*Try it*
Among the entries below, find the lines with the word "Marmstorfer" and return them.

*Dataset*
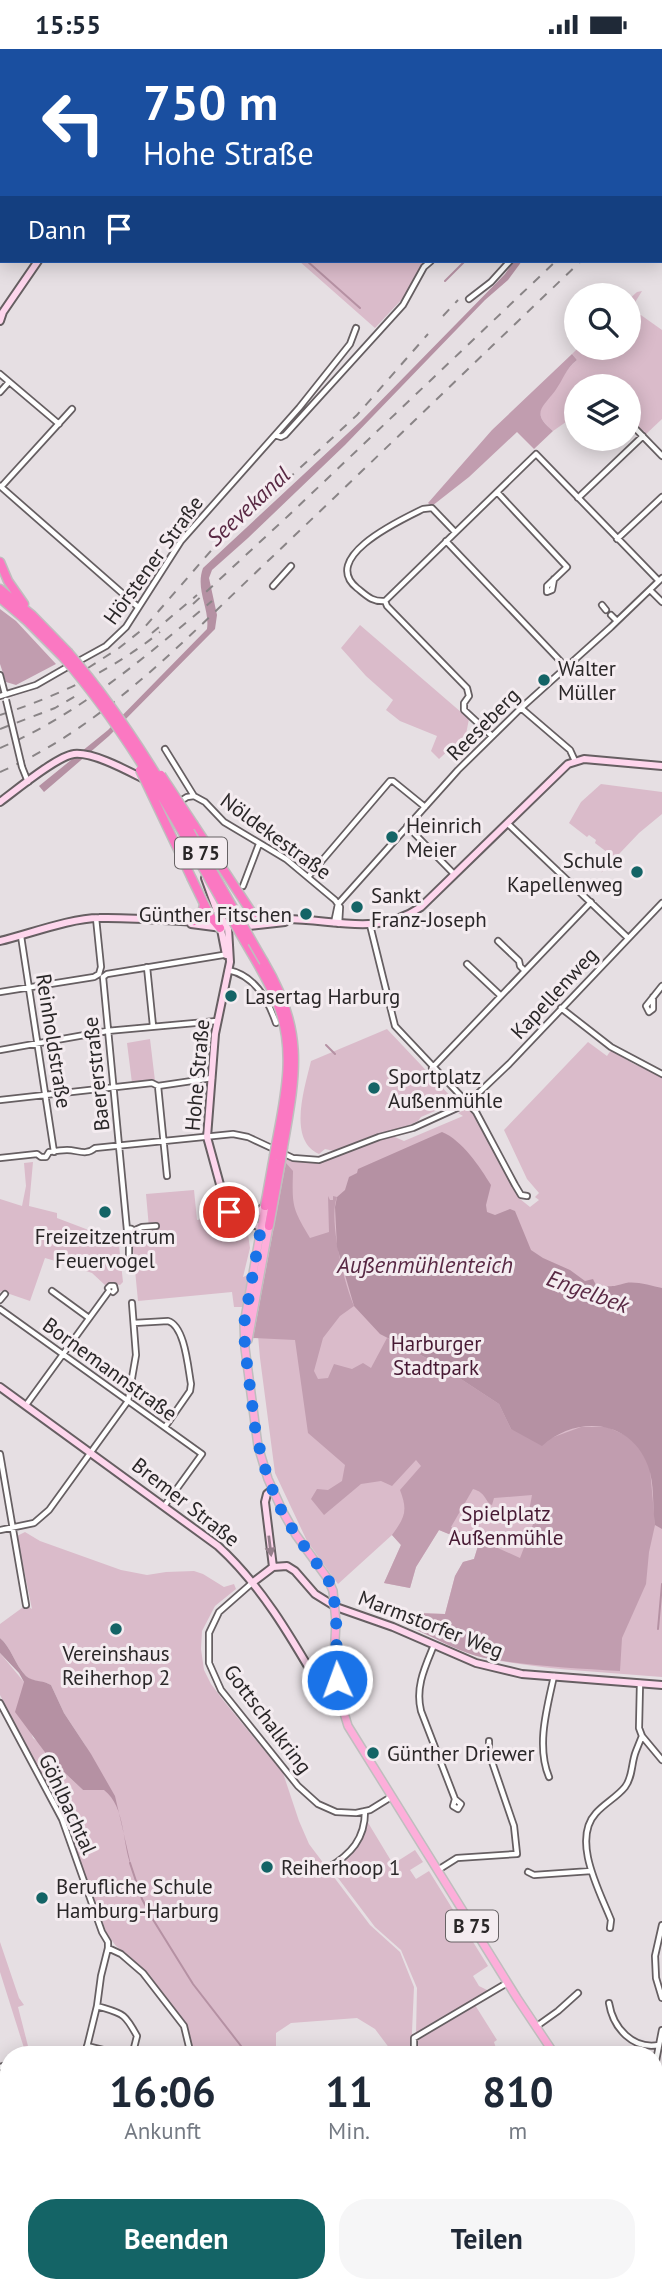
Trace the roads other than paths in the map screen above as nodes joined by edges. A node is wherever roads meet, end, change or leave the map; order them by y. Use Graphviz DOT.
graph roads {
  1 [pos="35,263"];
  2 [pos="429,263"];
  3 [pos="508,263"];
  4 [pos="469,299"];
  5 [pos="2,313"];
  6 [pos="0,321"];
  7 [pos="356,328"];
  8 [pos="0,374"];
  9 [pos="9,382"];
  10 [pos="0,393"];
  11 [pos="72,409"];
  12 [pos="59,424"];
  13 [pos="275,435"];
  14 [pos="643,436"];
  15 [pos="662,456"];
  16 [pos="1,487"];
  17 [pos="497,492"];
  18 [pos="662,497"];
  19 [pos="578,498"];
  20 [pos="455,532"];
  21 [pos="617,539"];
  22 [pos="446,541"];
  23 [pos="0,562"];
  24 [pos="291,566"];
  25 [pos="554,579"];
  26 [pos="660,579"];
  27 [pos="272,586"];
  28 [pos="0,589"];
  29 [pos="650,590"];
  30 [pos="0,600"];
  31 [pos="385,601"];
  32 [pos="662,602"];
  33 [pos="138,607"];
  34 [pos="606,610"];
  35 [pos="32,615"];
  36 [pos="617,621"];
  37 [pos="66,655"];
  38 [pos="566,667"];
  39 [pos="0,675"];
  40 [pos="4,697"];
  41 [pos="521,708"];
  42 [pos="492,736"];
  43 [pos="134,746"];
  44 [pos="165,749"];
  45 [pos="575,761"];
  46 [pos="662,767"];
  47 [pos="28,782"];
  48 [pos="194,796"];
  49 [pos="0,802"];
  50 [pos="170,807"];
  51 [pos="425,807"];
  52 [pos="506,823"];
  53 [pos="407,826"];
  54 [pos="259,844"];
  55 [pos="454,874"];
  56 [pos="308,877"];
  57 [pos="243,886"];
  58 [pos="591,902"];
  59 [pos="662,903"];
  60 [pos="204,904"];
  61 [pos="338,904"];
  62 [pos="96,918"];
  63 [pos="172,920"];
  64 [pos="263,920"];
  65 [pos="194,921"];
  66 [pos="304,921"];
  67 [pos="337,924"];
  68 [pos="222,925"];
  69 [pos="370,925"];
  70 [pos="21,936"];
  71 [pos="628,939"];
  72 [pos="0,941"];
  73 [pos="498,941"];
  74 [pos="228,954"];
  75 [pos="467,964"];
  76 [pos="147,967"];
  77 [pos="228,970"];
  78 [pos="524,971"];
  79 [pos="101,976"];
  80 [pos="30,986"];
  81 [pos="662,986"];
  82 [pos="0,992"];
  83 [pos="500,996"];
  84 [pos="653,997"];
  85 [pos="561,1007"];
  86 [pos="217,1021"];
  87 [pos="276,1023"];
  88 [pos="153,1026"];
  89 [pos="107,1031"];
  90 [pos="39,1043"];
  91 [pos="0,1050"];
  92 [pos="432,1067"];
  93 [pos="662,1074"];
  94 [pos="212,1078"];
  95 [pos="158,1086"];
  96 [pos="113,1089"];
  97 [pos="47,1095"];
  98 [pos="0,1100"];
  99 [pos="468,1103"];
  100 [pos="207,1136"];
  101 [pos="164,1141"];
  102 [pos="119,1146"];
  103 [pos="54,1152"];
  104 [pos="0,1158"];
  105 [pos="277,1158"];
  106 [pos="167,1176"];
  107 [pos="524,1195"];
  108 [pos="265,1206"];
  109 [pos="236,1218"];
  110 [pos="245,1219"];
  111 [pos="264,1225"];
  112 [pos="156,1226"];
  113 [pos="130,1230"];
  114 [pos="129,1258"];
  115 [pos="52,1291"];
  116 [pos="109,1291"];
  117 [pos="5,1294"];
  118 [pos="0,1300"];
  119 [pos="131,1303"];
  120 [pos="0,1309"];
  121 [pos="89,1318"];
  122 [pos="134,1323"];
  123 [pos="63,1354"];
  124 [pos="0,1387"];
  125 [pos="128,1401"];
  126 [pos="26,1405"];
  127 [pos="165,1427"];
  128 [pos="92,1452"];
  129 [pos="0,1454"];
  130 [pos="3,1481"];
  131 [pos="272,1490"];
  132 [pos="165,1505"];
  133 [pos="14,1527"];
  134 [pos="0,1530"];
  135 [pos="274,1567"];
  136 [pos="252,1583"];
  137 [pos="26,1605"];
  138 [pos="434,1645"];
  139 [pos="554,1677"];
  140 [pos="640,1683"];
  141 [pos="662,1685"];
  142 [pos="336,1687"];
  143 [pos="0,1703"];
  144 [pos="642,1736"];
  145 [pos="489,1741"];
  146 [pos="662,1761"];
  147 [pos="549,1777"];
  148 [pos="391,1797"];
  149 [pos="455,1799"];
  150 [pos="365,1811"];
  151 [pos="328,1868"];
  152 [pos="437,1870"];
  153 [pos="591,1871"];
  154 [pos="528,1872"];
  155 [pos="662,1925"];
  156 [pos="610,1928"];
  157 [pos="108,1948"];
  158 [pos="507,1983"];
  159 [pos="578,1993"];
  160 [pos="662,1998"];
  161 [pos="609,2003"];
  162 [pos="97,2006"];
  163 [pos="536,2027"];
  164 [pos="662,2030"];
  165 [pos="660,2045"];
  166 [pos="87,2046"];
  167 [pos="134,2046"];
  168 [pos="189,2046"];
  169 [pos="414,2046"];
  170 [pos="549,2046"];
  1 -- 5 [label="main road"];
  2 -- 13 [label="street, Hörstener Straße"];
  3 -- 4 [label="street"];
  5 -- 6 [label="main road"];
  7 -- 13 [label="street, Hörstener Straße"];
  8 -- 9 [label="street"];
  9 -- 10 [label="street"];
  9 -- 12 [label="street"];
  11 -- 12 [label="street"];
  12 -- 16 [label="street"];
  13 -- 33 [label="street, Hörstener Straße"];
  14 -- 15 [label="street"];
  14 -- 19 [label="street"];
  16 -- 33 [label="street"];
  17 -- 19 [label="street"];
  17 -- 20 [label="street"];
  17 -- 25 [label="street"];
  18 -- 21 [label="street"];
  19 -- 21 [label="street"];
  20 -- 22 [label="street"];
  20 -- 31 [label="street"];
  21 -- 26 [label="street"];
  22 -- 31 [label="street"];
  22 -- 38 [label="street"];
  23 -- 35 [label="highway, B 75"];
  24 -- 27 [label="street"];
  26 -- 29 [label="street, Reeseberg"];
  28 -- 35 [label="highway, B 75"];
  29 -- 32 [label="street"];
  29 -- 36 [label="street, Reeseberg"];
  30 -- 37 [label="highway, B 75"];
  31 -- 42 [label="street"];
  33 -- 40 [label="street, Hörstener Straße"];
  34 -- 36 [label="street"];
  35 -- 37 [label="highway, B 75"];
  36 -- 38 [label="street, Reeseberg"];
  37 -- 43 [label="highway, B 75, bridge"];
  38 -- 41 [label="street, Reeseberg"];
  39 -- 40 [label="street"];
  40 -- 47 [label="street, bridge"];
  41 -- 42 [label="street, Reeseberg"];
  41 -- 45 [label="street"];
  42 -- 51 [label="street, Reeseberg"];
  43 -- 60 [label="highway, B 75, bridge"];
  43 -- 64 [label="highway, B 75, bridge"];
  43 -- 105 [label="highway, B 75, bridge"];
  44 -- 48 [label="street, Nöldekestraße"];
  45 -- 46 [label="main road"];
  45 -- 52 [label="main road"];
  47 -- 49 [label="main road"];
  47 -- 50 [label="main road, Hohe Straße"];
  48 -- 50 [label="street, Nöldekestraße"];
  48 -- 54 [label="street, Nöldekestraße"];
  50 -- 68 [label="main road, Hohe Straße"];
  51 -- 53 [label="street, Reeseberg"];
  51 -- 56 [label="street"];
  52 -- 55 [label="main road"];
  52 -- 58 [label="street"];
  53 -- 55 [label="street"];
  53 -- 61 [label="street, Reeseberg"];
  54 -- 56 [label="street, Nöldekestraße"];
  54 -- 57 [label="street"];
  55 -- 69 [label="main road"];
  56 -- 61 [label="street, Nöldekestraße"];
  58 -- 71 [label="street"];
  58 -- 78 [label="street"];
  59 -- 71 [label="street, Kapellenweg"];
  60 -- 65 [label="highway"];
  60 -- 68 [label="highway, B 75"];
  61 -- 67 [label="street, Nöldekestraße"];
  62 -- 63 [label="main road"];
  62 -- 70 [label="main road"];
  62 -- 79 [label="street, Baererstraße"];
  63 -- 65 [label="main road"];
  63 -- 68 [label="main road"];
  64 -- 66 [label="main road"];
  64 -- 68 [label="main road"];
  65 -- 68 [label="main road"];
  66 -- 67 [label="main road"];
  66 -- 68 [label="main road"];
  67 -- 69 [label="main road"];
  68 -- 74 [label="main road, Hohe Straße"];
  69 -- 92 [label="street"];
  70 -- 72 [label="main road"];
  70 -- 80 [label="street, Reinholdstraße"];
  71 -- 85 [label="street, Kapellenweg"];
  73 -- 78 [label="street"];
  74 -- 76 [label="street"];
  74 -- 77 [label="main road, Hohe Straße"];
  75 -- 83 [label="street"];
  76 -- 79 [label="street"];
  76 -- 88 [label="street"];
  77 -- 86 [label="main road, Hohe Straße"];
  77 -- 87 [label="street"];
  78 -- 83 [label="street"];
  79 -- 80 [label="street"];
  79 -- 89 [label="street, Baererstraße"];
  80 -- 82 [label="street"];
  80 -- 90 [label="street, Reinholdstraße"];
  81 -- 84 [label="street"];
  83 -- 92 [label="street"];
  85 -- 93 [label="street"];
  85 -- 99 [label="street, Kapellenweg"];
  86 -- 88 [label="street"];
  86 -- 94 [label="main road, Hohe Straße"];
  88 -- 89 [label="street"];
  89 -- 90 [label="street"];
  89 -- 96 [label="street, Baererstraße"];
  90 -- 91 [label="street"];
  90 -- 97 [label="street, Reinholdstraße"];
  92 -- 99 [label="street"];
  94 -- 95 [label="street"];
  94 -- 100 [label="main road, Hohe Straße"];
  95 -- 96 [label="street"];
  95 -- 101 [label="street"];
  96 -- 97 [label="street"];
  96 -- 102 [label="street, Baererstraße"];
  97 -- 98 [label="street"];
  97 -- 103 [label="street, Reinholdstraße"];
  99 -- 100 [label="street, Kapellenweg"];
  99 -- 107 [label="street"];
  100 -- 101 [label="street"];
  100 -- 109 [label="main road, Hohe Straße"];
  101 -- 102 [label="street"];
  101 -- 106 [label="street"];
  102 -- 103 [label="street"];
  102 -- 113 [label="street, Baererstraße"];
  103 -- 104 [label="street"];
  105 -- 108 [label="highway, B 75"];
  105 -- 111 [label="highway, B 75"];
  108 -- 110 [label="main road"];
  108 -- 111 [label="main road, B 75"];
  109 -- 110 [label="main road"];
  109 -- 111 [label="main road"];
  110 -- 111 [label="main road"];
  111 -- 131 [label="main road, B 75"];
  112 -- 113 [label="street"];
  113 -- 114 [label="street, Baererstraße"];
  115 -- 121 [label="street"];
  116 -- 121 [label="street"];
  117 -- 118 [label="street"];
  119 -- 122 [label="street"];
  120 -- 123 [label="street, Bornemannstraße"];
  121 -- 123 [label="street"];
  122 -- 125 [label="street"];
  122 -- 127 [label="street"];
  123 -- 125 [label="street, Bornemannstraße"];
  123 -- 126 [label="street"];
  124 -- 126 [label="main road, Bremer Straße"];
  125 -- 127 [label="street, Bornemannstraße"];
  125 -- 128 [label="street"];
  126 -- 128 [label="main road, Bremer Straße"];
  127 -- 132 [label="street, Bornemannstraße"];
  128 -- 132 [label="main road, Bremer Straße"];
  128 -- 133 [label="street"];
  129 -- 130 [label="street"];
  130 -- 133 [label="street"];
  131 -- 135 [label="main road, one-way"];
  131 -- 142 [label="main road, B 75, bridge"];
  132 -- 136 [label="main road, Bremer Straße"];
  133 -- 134 [label="street"];
  133 -- 137 [label="street"];
  135 -- 136 [label="main road"];
  135 -- 138 [label="main road, Marmstorfer Weg"];
  136 -- 142 [label="main road, Bremer Straße"];
  136 -- 150 [label="street, Gottschalkring"];
  138 -- 139 [label="main road, Marmstorfer Weg"];
  138 -- 149 [label="street"];
  139 -- 140 [label="main road, Marmstorfer Weg"];
  139 -- 147 [label="street"];
  140 -- 141 [label="main road, Marmstorfer Weg"];
  140 -- 144 [label="street"];
  142 -- 148 [label="main road, B 75"];
  143 -- 157 [label="street, Göhlbachtal"];
  144 -- 146 [label="street"];
  144 -- 153 [label="street"];
  145 -- 152 [label="street"];
  148 -- 150 [label="street"];
  148 -- 152 [label="main road, B 75"];
  150 -- 151 [label="street"];
  152 -- 158 [label="main road, B 75"];
  153 -- 154 [label="street"];
  153 -- 156 [label="street"];
  155 -- 160 [label="street"];
  157 -- 162 [label="street"];
  157 -- 168 [label="street"];
  158 -- 163 [label="main road, B 75"];
  158 -- 169 [label="street"];
  159 -- 163 [label="street"];
  161 -- 165 [label="street"];
  162 -- 166 [label="street"];
  162 -- 167 [label="street"];
  163 -- 170 [label="main road, B 75"];
  164 -- 165 [label="street"];
}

*Finished exercise*
  135 -- 138 [label="main road, Marmstorfer Weg"];
  138 -- 139 [label="main road, Marmstorfer Weg"];
  139 -- 140 [label="main road, Marmstorfer Weg"];
  140 -- 141 [label="main road, Marmstorfer Weg"];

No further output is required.